**GOAL OF THE EXERCISE**
In the entries below, find every line holding the string "that" and collect it.

....

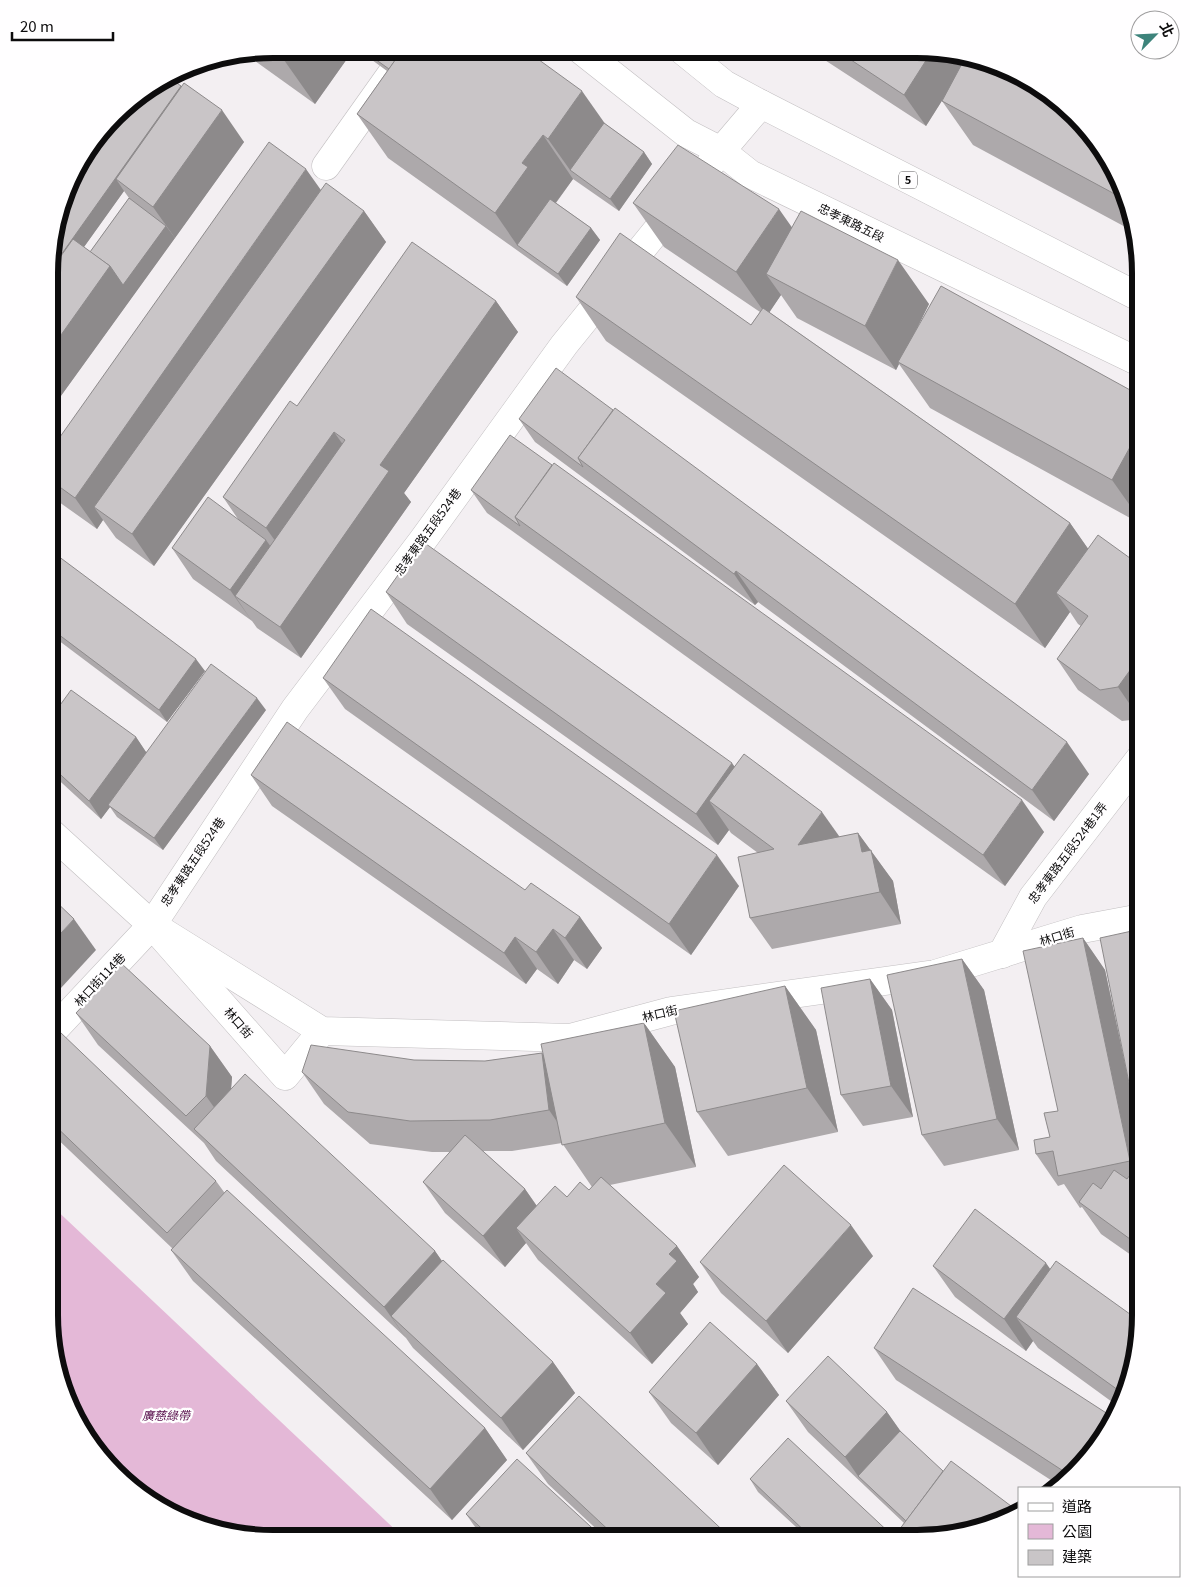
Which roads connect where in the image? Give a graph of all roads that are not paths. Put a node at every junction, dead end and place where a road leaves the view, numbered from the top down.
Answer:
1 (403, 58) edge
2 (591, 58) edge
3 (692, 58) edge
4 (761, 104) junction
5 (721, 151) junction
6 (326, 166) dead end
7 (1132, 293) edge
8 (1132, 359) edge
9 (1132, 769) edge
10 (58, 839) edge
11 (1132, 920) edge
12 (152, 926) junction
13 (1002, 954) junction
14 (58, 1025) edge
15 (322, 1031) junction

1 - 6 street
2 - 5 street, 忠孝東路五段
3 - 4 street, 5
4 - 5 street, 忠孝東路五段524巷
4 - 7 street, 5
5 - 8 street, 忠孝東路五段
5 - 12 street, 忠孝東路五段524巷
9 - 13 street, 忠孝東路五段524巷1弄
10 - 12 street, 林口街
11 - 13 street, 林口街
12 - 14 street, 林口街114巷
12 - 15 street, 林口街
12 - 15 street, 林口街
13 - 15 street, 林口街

....

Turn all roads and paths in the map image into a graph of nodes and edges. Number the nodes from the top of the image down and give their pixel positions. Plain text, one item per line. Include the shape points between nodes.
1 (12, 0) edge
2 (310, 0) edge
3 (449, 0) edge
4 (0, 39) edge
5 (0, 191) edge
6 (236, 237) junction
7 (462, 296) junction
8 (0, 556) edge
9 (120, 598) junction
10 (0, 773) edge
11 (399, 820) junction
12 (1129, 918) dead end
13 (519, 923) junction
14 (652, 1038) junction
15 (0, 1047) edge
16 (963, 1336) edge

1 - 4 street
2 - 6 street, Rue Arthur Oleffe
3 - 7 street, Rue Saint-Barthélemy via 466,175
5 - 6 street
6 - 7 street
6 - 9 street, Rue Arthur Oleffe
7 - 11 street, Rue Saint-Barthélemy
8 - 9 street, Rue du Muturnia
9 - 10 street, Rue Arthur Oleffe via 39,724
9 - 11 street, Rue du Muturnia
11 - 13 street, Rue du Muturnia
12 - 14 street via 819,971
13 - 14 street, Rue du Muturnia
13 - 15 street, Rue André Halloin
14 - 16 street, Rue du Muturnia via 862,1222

....

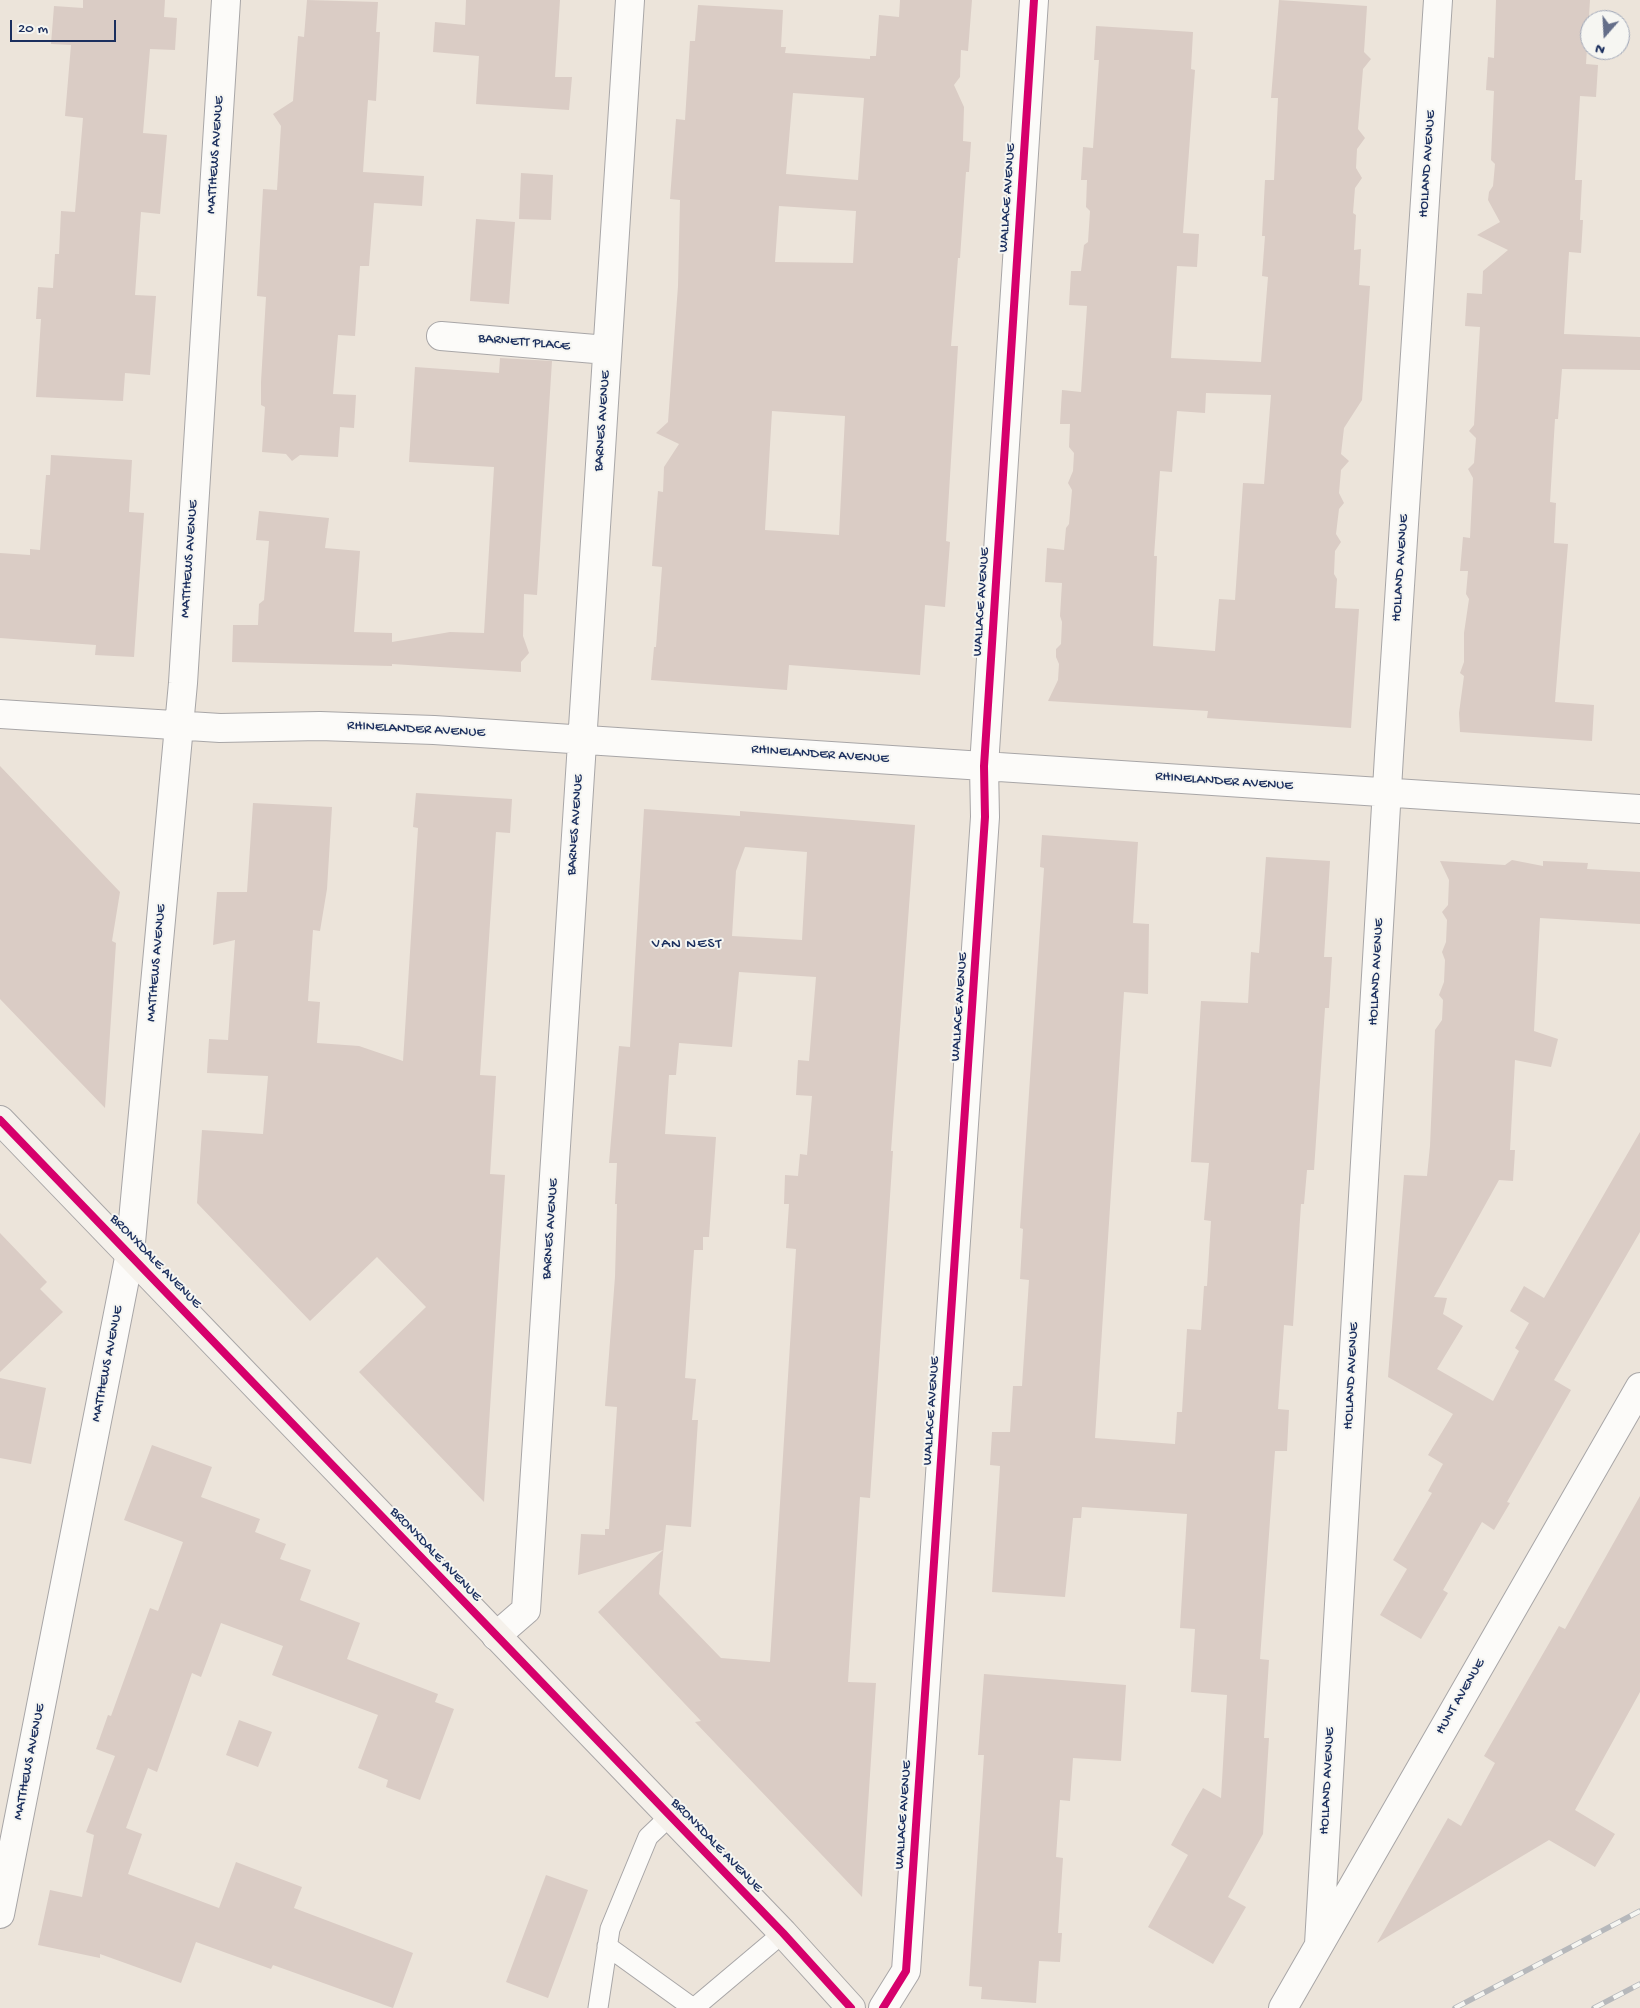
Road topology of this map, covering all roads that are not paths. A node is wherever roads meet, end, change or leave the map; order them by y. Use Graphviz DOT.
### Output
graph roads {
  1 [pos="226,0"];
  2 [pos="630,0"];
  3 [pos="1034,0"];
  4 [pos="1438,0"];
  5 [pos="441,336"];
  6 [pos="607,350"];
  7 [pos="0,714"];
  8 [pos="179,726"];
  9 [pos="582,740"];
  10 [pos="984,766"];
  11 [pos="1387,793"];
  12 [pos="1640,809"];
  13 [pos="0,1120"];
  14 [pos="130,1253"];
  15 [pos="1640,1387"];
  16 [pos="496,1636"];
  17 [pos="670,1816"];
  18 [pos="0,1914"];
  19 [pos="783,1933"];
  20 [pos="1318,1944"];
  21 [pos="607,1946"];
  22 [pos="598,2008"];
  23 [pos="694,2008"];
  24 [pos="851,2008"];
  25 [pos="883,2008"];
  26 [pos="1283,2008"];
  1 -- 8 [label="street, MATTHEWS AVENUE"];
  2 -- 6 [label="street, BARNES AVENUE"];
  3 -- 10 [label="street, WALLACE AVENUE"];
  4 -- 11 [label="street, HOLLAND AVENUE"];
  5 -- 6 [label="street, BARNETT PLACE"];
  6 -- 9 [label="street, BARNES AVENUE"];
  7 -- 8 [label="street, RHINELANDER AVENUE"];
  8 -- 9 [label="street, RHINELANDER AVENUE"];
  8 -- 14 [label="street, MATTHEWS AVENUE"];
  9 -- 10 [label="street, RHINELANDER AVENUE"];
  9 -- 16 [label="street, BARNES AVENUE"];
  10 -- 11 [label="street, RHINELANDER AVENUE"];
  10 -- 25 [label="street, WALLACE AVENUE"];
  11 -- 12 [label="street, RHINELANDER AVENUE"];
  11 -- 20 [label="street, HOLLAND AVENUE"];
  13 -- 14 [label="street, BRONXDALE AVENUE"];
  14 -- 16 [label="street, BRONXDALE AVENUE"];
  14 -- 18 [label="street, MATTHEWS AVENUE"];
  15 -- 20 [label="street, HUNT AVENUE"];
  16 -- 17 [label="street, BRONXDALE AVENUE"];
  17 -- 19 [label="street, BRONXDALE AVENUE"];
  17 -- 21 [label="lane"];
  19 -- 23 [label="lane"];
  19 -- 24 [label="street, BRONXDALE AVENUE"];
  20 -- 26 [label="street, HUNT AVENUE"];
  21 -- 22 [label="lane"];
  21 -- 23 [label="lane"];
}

....

**WRITTEN REPLY**
Which roads connect where in the image? Give a graph of all roads that are not paths. Put a node at every junction, dead end and place where a road leaves the view, numbered from the top down.
Road topology of this map, covering all roads that are not paths. A node is wherever roads meet, end, change or leave the map; order them by y. Use Graphviz DOT.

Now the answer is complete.